Input data START

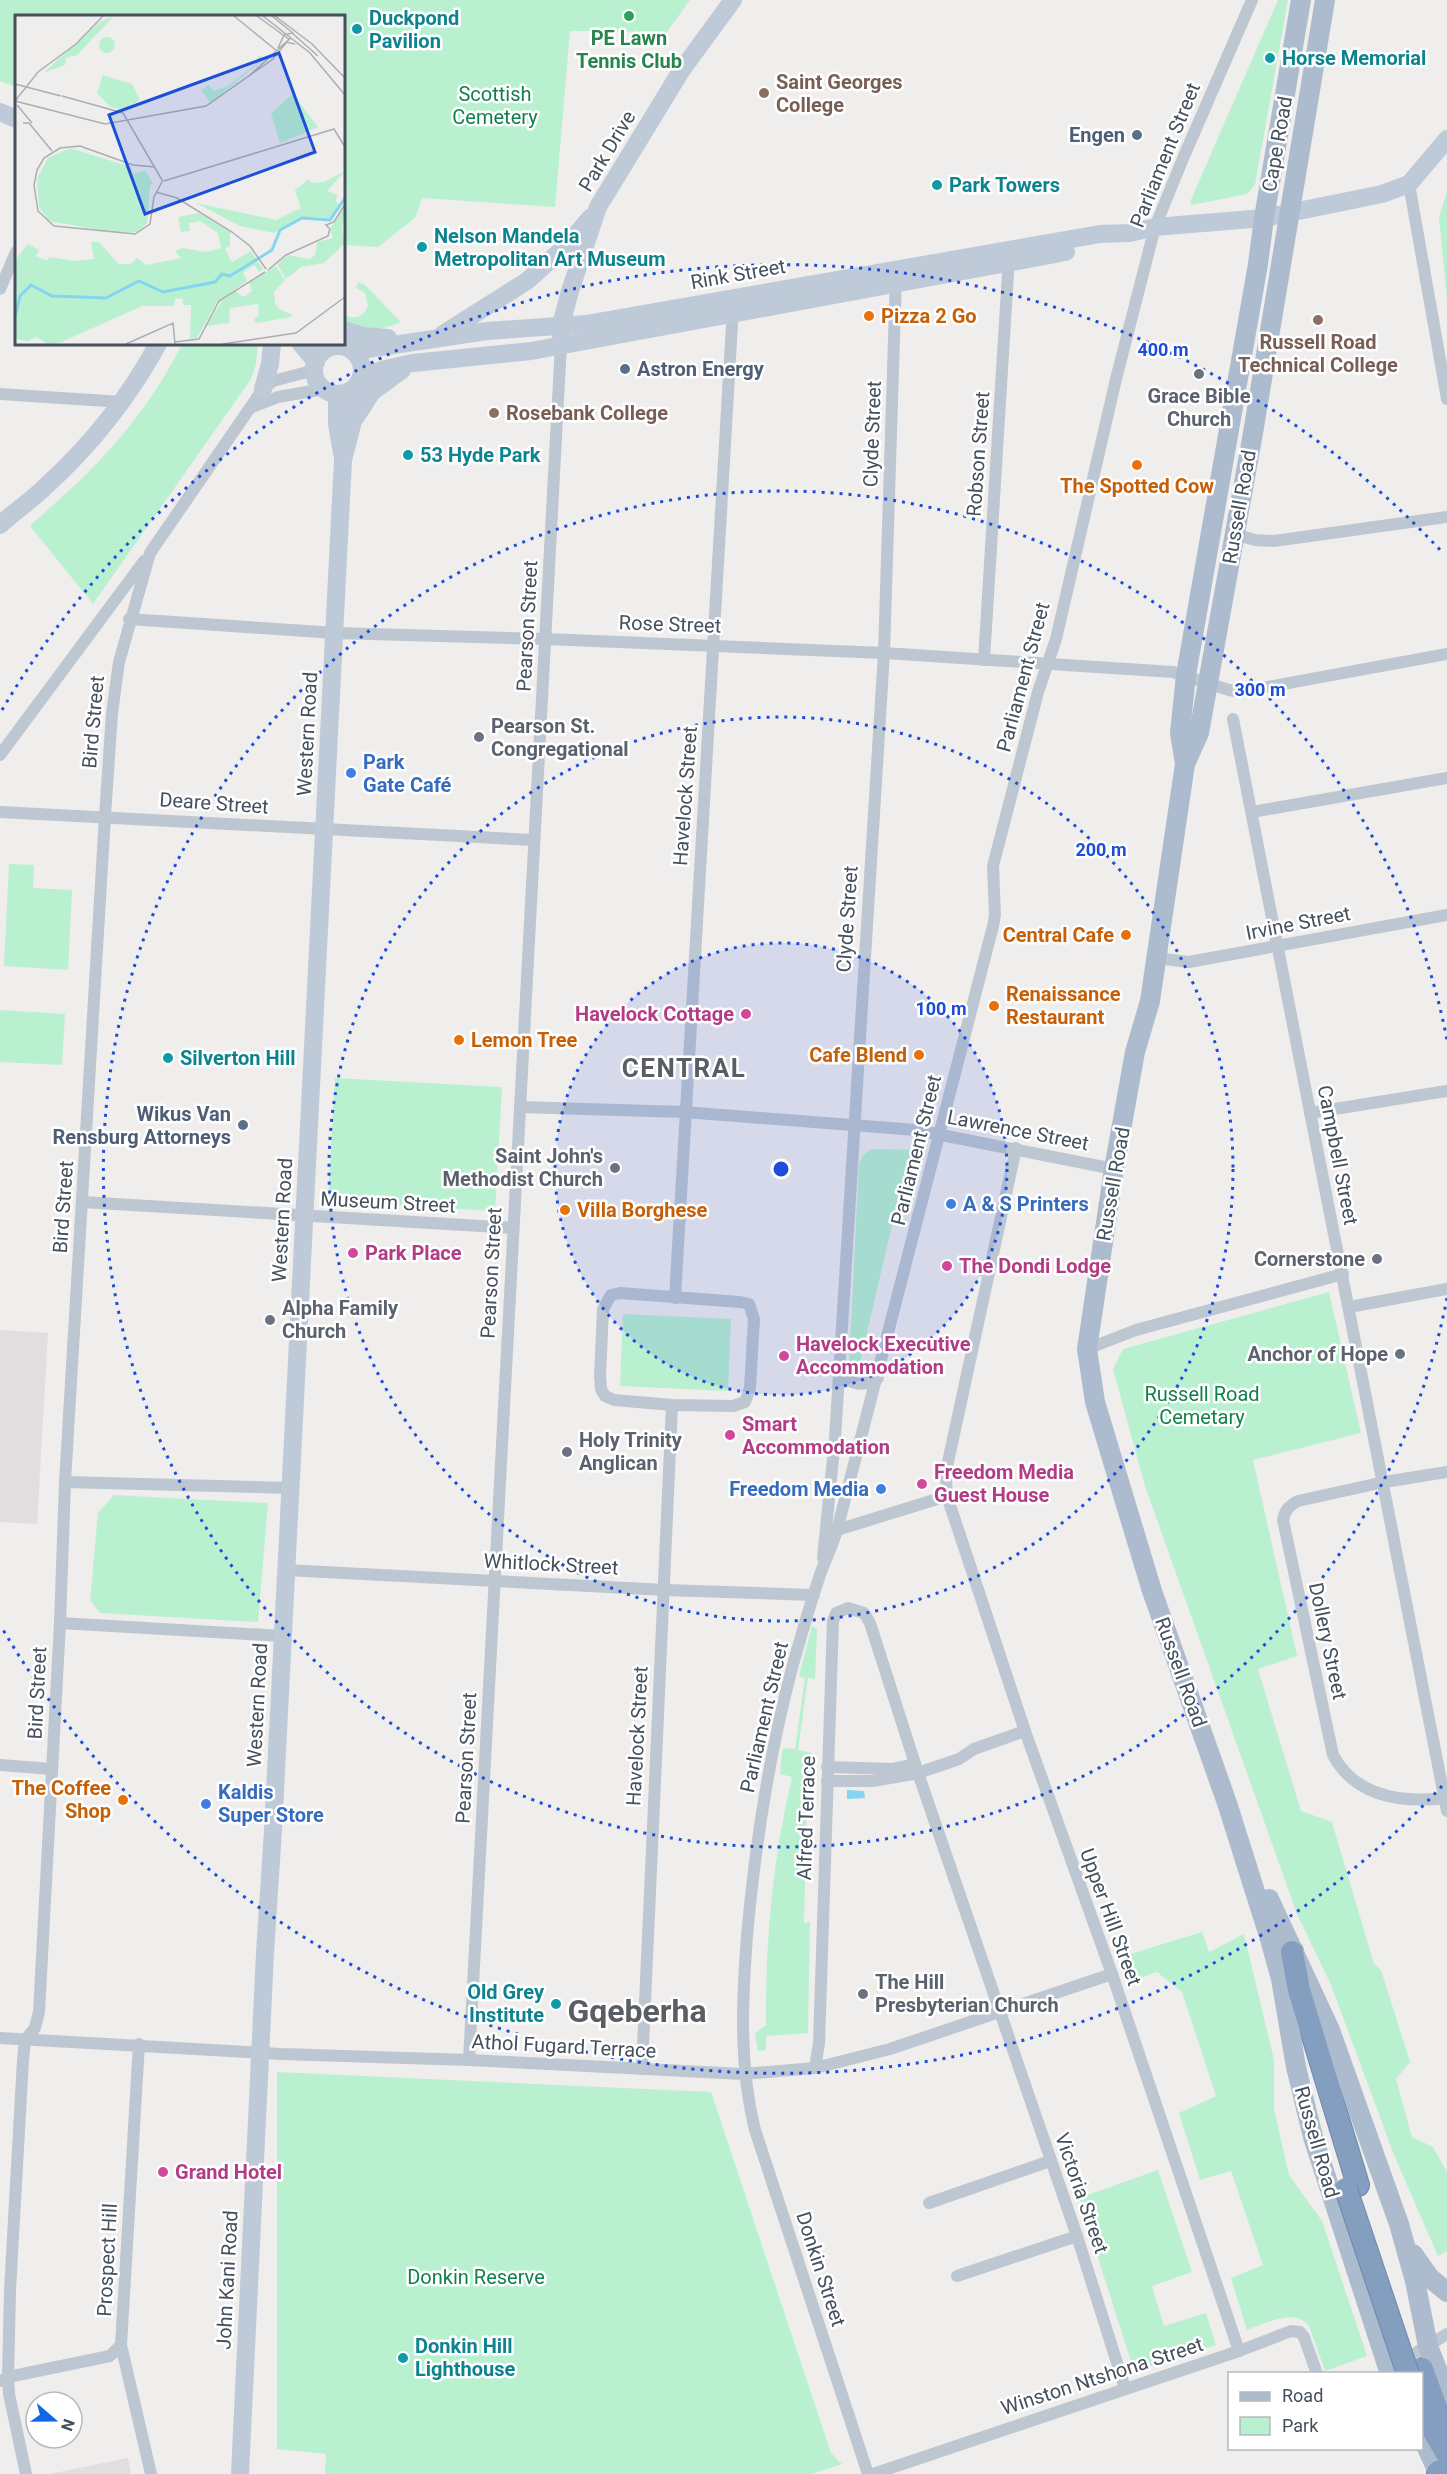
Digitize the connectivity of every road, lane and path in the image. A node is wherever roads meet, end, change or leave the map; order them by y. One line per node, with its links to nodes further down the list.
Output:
1 (733, 0): 9 (street, Park Drive)
2 (1252, 0): 12 (street, Parliament Street)
3 (1301, 0): 11 (main road, Cape Road)
4 (1325, 0): 10 (main road, Cape Road)
5 (0, 112): 6 (street)
6 (15, 119)
7 (1447, 139): 8 (street)
8 (1409, 184): 10 (street, Rink Street); 34 (street)
9 (598, 207): 18 (street, Park Drive); 20 (street)
10 (1289, 212): 11 (street, Rink Street); 41 (main road, Russell Road)
11 (1264, 218): 12 (street, Rink Street); 51 (main road, Russell Road)
12 (1155, 227): 14 (street, Rink Street); 50 (street, Parliament Street)
13 (15, 254): 16 (street)
14 (1009, 257): 15 (street, Rink Street); 49 (street, Robson Street)
15 (896, 277): 17 (street, Rink Street); 47 (street, Clyde Street)
16 (0, 289)
17 (733, 305): 18 (street, Rink Street); 22 (street, Rink Street); 46 (street, Havelock Street)
18 (561, 325): 20 (street, Rink Street); 22 (street, Park Drive)
19 (345, 330): 21 (street)
20 (439, 336): 21 (street, Rink Street)
21 (420, 339): 27 (street, Rink Street)
22 (561, 344): 28 (street, Rink Street); 45 (street, Pearson Street)
23 (157, 345): 35 (street)
24 (272, 345): 31 (street)
25 (302, 345): 29 (street)
26 (330, 345): 27 (street); 29 (street)
27 (353, 351): 30 (street)
28 (413, 363): 30 (street, Rink Street); 37 (street)
29 (315, 366): 31 (street, Bird Street); 32 (street)
30 (358, 382): 32 (street); 37 (street, Western Road)
31 (263, 389): 36 (street, Bird Street)
32 (331, 391): 36 (street); 38 (street, Western Road)
33 (0, 394): 35 (street)
34 (1447, 399)
35 (122, 402): 40 (street)
36 (249, 408): 42 (street, Bird Street)
37 (352, 425): 38 (street, Western Road)
38 (343, 460): 44 (street, Western Road)
39 (1447, 517): 41 (street)
40 (0, 525)
41 (1234, 534): 52 (main road, Russell Road)
42 (150, 553): 43 (street, Bird Street); 54 (street)
43 (129, 619): 44 (street, Rose Street); 59 (street, Bird Street)
44 (335, 633): 45 (street, Rose Street); 60 (street, Western Road)
45 (546, 639): 46 (street, Rose Street); 61 (street, Pearson Street)
46 (714, 645): 47 (street, Rose Street); 67 (street, Havelock Street)
47 (884, 653): 49 (street, Rose Street); 69 (street, Clyde Street)
48 (1447, 654): 52 (street, Rose Street)
49 (984, 660): 50 (street, Rose Street)
50 (1047, 665): 51 (street, Rose Street); 70 (street, Parliament Street)
51 (1186, 675): 52 (street, Rose Street); 55 (main road, Russell Road)
52 (1208, 682): 55 (main road, Russell Road)
53 (1233, 718): 58 (street, Campbell Street)
54 (0, 755)
55 (1185, 764): 64 (main road, Russell Road)
56 (1447, 778): 58 (street)
57 (0, 812): 59 (street, Deare Street)
58 (1252, 812): 63 (street, Campbell Street)
59 (105, 816): 60 (street, Deare Street); 73 (street, Bird Street)
60 (325, 830): 61 (street, Deare Street); 74 (street, Western Road)
61 (533, 840): 66 (street, Pearson Street)
62 (1447, 915): 63 (street, Irvine Street)
63 (1279, 947): 64 (street, Irvine Street); 68 (street, Campbell Street)
64 (1156, 958): 72 (main road, Russell Road)
65 (1447, 1091): 68 (street)
66 (520, 1107): 67 (street, Lawrence Street); 75 (street, Pearson Street)
67 (684, 1113): 69 (street, Lawrence Street); 78 (street, Havelock Street)
68 (1310, 1113): 76 (street, Campbell Street)
69 (853, 1124): 70 (street, Lawrence Street); 81 (street, Clyde Street)
70 (939, 1134): 71 (street, Lawrence Street); 82 (street, Parliament Street)
71 (1016, 1148): 72 (street, Lawrence Street); 88 (street)
72 (1114, 1169): 80 (main road, Russell Road)
73 (82, 1202): 74 (street, Museum Street); 85 (street, Bird Street)
74 (304, 1217): 75 (street, Museum Street); 87 (street, Western Road)
75 (513, 1228): 92 (street, Pearson Street)
76 (1343, 1274): 79 (street, Campbell Street); 80 (street)
77 (1447, 1289): 79 (street)
78 (675, 1298): 83 (street); 83 (street)
79 (1349, 1307): 86 (street, Campbell Street)
80 (1087, 1349): 105 (main road, Russell Road)
81 (839, 1374): 82 (street); 91 (street, Clyde Street)
82 (878, 1378): 89 (street, Parliament Street)
83 (672, 1405): 93 (street, Havelock Street)
84 (1447, 1472): 86 (street)
85 (65, 1482): 87 (street); 95 (street, Bird Street)
86 (1384, 1482): 104 (street, Campbell Street); 104 (street, Dollery Street)
87 (290, 1488): 90 (street, Western Road)
88 (947, 1496): 89 (street); 98 (street, Upper Hill Street)
89 (837, 1530): 91 (street, Parliament Street)
90 (286, 1570): 92 (street, Whitlock Street); 97 (street, Western Road)
91 (822, 1570): 94 (street, Parliament Street)
92 (495, 1581): 93 (street, Whitlock Street); 115 (street, Pearson Street)
93 (665, 1590): 94 (street, Whitlock Street); 117 (street, Havelock Street)
94 (814, 1595): 118 (street, Parliament Street)
95 (60, 1623): 97 (street); 101 (street, Bird Street)
96 (870, 1623): 100 (street, Alfred Terrace); 102 (street, Victoria Street)
97 (282, 1636): 114 (street, Western Road)
98 (1025, 1731): 102 (street); 108 (street, Upper Hill Street)
99 (0, 1765): 101 (street)
100 (827, 1767): 102 (street); 103 (street, Alfred Terrace)
101 (52, 1769): 112 (street, Bird Street)
102 (916, 1769): 103 (street); 110 (street, Victoria Street)
103 (827, 1781): 116 (street, Alfred Terrace)
104 (1446, 1798): 106 (street, Campbell Street)
105 (1227, 1803): 107 (main road, Russell Road); 109 (main road, Russell Road)
106 (1447, 1811)
107 (1292, 1952): 120 (highway); 122 (main road, Russell Road)
108 (1112, 1974): 110 (street, Athol Fugard Terrace); 129 (street, Upper Hill Street)
109 (1281, 1979): 120 (highway); 130 (main road, Russell Road)
110 (999, 2011): 116 (street, Athol Fugard Terrace); 119 (street, Victoria Street)
111 (0, 2038): 112 (street, Athol Fugard Terrace)
112 (25, 2040): 113 (street, Athol Fugard Terrace); 132 (street)
113 (139, 2044): 114 (street, Athol Fugard Terrace); 127 (street, Prospect Hill)
114 (262, 2053): 115 (street, Athol Fugard Terrace); 144 (street, John Kani Road)
115 (469, 2060): 117 (street, Athol Fugard Terrace)
116 (815, 2068): 118 (street, Athol Fugard Terrace)
117 (642, 2069): 118 (street, Athol Fugard Terrace)
118 (744, 2074): 145 (street, Donkin Street)
119 (1050, 2161): 121 (street); 123 (street, Victoria Street)
120 (1352, 2187): 130 (highway, bridge)
121 (929, 2202)
122 (1399, 2224): 125 (main road); 128 (main road, Russell Road)
123 (1077, 2236): 124 (street); 133 (street, Victoria Street)
124 (957, 2276)
125 (1447, 2292)
126 (1447, 2334): 128 (street)
127 (121, 2345): 132 (street); 143 (street, Prospect Hill)
128 (1428, 2346): 130 (street); 135 (main road, Russell Road)
129 (1239, 2351): 131 (street, Winston Ntshona Street); 133 (street, Winston Ntshona Street)
130 (1402, 2371)
131 (1317, 2372)
132 (4, 2379): 142 (street)
133 (1125, 2388): 145 (street, Winston Ntshona Street)
134 (1423, 2389): 138 (highway)
135 (1447, 2395)
136 (1423, 2397): 139 (highway)
137 (1423, 2409): 141 (highway)
138 (1447, 2409)
139 (1447, 2429)
140 (1423, 2439): 141 (main road)
141 (1442, 2470)
142 (26, 2474)
143 (151, 2474)
144 (240, 2474)
145 (871, 2474)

Input data END

Work through the records above. Copy every line with the string "Bird".

29 (315, 366): 31 (street, Bird Street); 32 (street)
31 (263, 389): 36 (street, Bird Street)
36 (249, 408): 42 (street, Bird Street)
42 (150, 553): 43 (street, Bird Street); 54 (street)
43 (129, 619): 44 (street, Rose Street); 59 (street, Bird Street)
59 (105, 816): 60 (street, Deare Street); 73 (street, Bird Street)
73 (82, 1202): 74 (street, Museum Street); 85 (street, Bird Street)
85 (65, 1482): 87 (street); 95 (street, Bird Street)
95 (60, 1623): 97 (street); 101 (street, Bird Street)
101 (52, 1769): 112 (street, Bird Street)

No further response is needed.